Reproduce all lines of the listing below in which the word "البصل" occurs.

■ ■ ■ ■

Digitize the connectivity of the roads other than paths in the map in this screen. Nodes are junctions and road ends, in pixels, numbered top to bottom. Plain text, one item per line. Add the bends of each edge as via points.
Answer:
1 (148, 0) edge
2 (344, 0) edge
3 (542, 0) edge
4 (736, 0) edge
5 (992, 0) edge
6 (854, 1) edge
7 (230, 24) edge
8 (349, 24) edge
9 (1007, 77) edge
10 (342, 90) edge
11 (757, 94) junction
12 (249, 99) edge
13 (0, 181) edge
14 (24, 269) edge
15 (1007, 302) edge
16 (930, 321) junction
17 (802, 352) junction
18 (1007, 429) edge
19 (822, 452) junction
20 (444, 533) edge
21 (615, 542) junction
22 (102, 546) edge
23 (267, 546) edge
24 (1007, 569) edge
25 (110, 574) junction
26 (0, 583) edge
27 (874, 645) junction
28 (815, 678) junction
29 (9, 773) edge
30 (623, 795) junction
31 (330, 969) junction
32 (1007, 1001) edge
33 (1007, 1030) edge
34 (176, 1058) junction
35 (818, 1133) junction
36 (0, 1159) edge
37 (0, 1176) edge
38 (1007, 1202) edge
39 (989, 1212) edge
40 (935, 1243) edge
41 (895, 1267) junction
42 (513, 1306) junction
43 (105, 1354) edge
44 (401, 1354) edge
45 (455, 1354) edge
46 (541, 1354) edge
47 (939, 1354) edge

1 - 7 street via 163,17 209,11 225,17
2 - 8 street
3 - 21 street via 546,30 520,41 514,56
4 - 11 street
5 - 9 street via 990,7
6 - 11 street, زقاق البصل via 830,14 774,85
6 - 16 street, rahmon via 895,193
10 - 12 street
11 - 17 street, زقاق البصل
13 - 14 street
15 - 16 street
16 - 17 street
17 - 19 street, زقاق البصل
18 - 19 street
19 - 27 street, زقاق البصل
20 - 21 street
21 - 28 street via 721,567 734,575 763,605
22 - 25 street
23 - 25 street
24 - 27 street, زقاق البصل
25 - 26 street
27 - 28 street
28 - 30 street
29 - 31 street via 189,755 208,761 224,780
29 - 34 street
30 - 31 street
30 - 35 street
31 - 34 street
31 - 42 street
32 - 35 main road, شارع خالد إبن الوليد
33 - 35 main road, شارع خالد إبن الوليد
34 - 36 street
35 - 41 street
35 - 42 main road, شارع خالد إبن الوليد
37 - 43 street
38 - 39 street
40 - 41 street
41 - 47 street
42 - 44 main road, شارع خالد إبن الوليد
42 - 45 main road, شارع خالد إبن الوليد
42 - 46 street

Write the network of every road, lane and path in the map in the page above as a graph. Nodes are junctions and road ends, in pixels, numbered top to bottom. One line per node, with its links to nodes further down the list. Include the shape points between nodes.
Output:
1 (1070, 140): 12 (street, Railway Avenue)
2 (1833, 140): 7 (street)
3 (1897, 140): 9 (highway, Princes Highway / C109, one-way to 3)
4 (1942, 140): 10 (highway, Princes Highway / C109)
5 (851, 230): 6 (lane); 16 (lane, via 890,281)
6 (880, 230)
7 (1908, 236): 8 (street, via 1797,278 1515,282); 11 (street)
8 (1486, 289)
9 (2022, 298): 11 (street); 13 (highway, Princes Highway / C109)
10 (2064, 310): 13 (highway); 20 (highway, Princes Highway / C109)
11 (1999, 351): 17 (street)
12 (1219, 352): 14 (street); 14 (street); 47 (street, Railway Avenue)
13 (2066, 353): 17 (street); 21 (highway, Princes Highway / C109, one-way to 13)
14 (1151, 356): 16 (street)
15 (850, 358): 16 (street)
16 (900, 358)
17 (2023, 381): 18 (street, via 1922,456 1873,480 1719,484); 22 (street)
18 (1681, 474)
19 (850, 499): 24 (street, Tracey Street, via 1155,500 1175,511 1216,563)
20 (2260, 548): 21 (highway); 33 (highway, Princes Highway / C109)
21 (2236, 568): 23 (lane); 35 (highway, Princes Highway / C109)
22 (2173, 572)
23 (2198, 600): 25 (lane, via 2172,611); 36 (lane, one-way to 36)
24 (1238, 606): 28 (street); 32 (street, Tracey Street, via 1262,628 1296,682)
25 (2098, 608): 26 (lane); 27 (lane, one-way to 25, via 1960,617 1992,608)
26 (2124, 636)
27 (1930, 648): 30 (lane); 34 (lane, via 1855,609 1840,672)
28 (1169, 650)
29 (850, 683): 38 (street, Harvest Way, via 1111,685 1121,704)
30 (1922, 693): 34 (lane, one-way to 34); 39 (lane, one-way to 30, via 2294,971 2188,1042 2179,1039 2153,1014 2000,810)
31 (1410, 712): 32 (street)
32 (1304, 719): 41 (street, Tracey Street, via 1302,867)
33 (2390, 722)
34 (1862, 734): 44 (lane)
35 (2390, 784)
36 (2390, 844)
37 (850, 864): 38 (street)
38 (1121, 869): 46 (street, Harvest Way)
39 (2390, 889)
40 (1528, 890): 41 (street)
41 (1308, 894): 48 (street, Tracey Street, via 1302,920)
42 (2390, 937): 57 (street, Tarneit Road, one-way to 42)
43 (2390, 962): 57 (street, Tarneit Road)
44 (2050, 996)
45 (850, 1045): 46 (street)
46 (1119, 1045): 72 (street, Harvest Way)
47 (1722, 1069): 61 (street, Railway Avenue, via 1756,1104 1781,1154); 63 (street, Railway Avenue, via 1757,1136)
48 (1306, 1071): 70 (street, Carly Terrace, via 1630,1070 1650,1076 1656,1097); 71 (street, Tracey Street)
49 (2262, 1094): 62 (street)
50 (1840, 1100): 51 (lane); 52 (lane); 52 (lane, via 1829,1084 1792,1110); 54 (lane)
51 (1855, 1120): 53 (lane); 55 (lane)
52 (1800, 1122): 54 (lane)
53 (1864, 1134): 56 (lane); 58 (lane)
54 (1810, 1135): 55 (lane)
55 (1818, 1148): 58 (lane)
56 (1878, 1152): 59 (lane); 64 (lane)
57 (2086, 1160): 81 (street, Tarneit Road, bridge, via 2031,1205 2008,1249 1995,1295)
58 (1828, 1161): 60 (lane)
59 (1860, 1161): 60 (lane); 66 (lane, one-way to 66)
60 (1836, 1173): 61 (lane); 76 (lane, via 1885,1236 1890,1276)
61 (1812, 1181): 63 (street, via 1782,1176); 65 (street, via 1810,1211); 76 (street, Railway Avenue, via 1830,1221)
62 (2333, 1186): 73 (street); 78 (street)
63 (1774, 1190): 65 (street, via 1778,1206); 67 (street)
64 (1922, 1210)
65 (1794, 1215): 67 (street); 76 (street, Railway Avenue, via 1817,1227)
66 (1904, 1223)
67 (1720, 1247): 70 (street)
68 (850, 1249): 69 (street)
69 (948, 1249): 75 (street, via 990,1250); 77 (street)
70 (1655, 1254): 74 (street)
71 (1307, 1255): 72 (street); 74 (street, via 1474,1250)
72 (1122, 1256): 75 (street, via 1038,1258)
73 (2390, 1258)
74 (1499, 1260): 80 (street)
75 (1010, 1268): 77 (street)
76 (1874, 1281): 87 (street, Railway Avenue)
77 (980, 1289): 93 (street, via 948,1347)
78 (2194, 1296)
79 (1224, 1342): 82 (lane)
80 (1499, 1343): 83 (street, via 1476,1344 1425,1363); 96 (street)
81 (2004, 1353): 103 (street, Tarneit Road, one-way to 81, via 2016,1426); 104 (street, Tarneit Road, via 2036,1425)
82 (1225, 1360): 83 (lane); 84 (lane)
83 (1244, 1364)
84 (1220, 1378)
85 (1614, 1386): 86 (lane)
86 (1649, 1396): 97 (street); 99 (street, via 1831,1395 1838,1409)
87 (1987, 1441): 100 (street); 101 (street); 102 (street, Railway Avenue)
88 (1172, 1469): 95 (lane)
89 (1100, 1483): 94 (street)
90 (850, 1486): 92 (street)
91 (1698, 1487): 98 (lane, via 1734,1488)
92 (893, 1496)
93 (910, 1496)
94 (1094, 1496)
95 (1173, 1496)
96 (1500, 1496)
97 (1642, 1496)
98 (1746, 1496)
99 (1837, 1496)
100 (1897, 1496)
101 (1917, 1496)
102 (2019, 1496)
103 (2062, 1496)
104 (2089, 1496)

■ ■ ■ ■

# SOLUTION TO THIS PROBLEM
6 - 11 street, زقاق البصل via 830,14 774,85
11 - 17 street, زقاق البصل
17 - 19 street, زقاق البصل
19 - 27 street, زقاق البصل
24 - 27 street, زقاق البصل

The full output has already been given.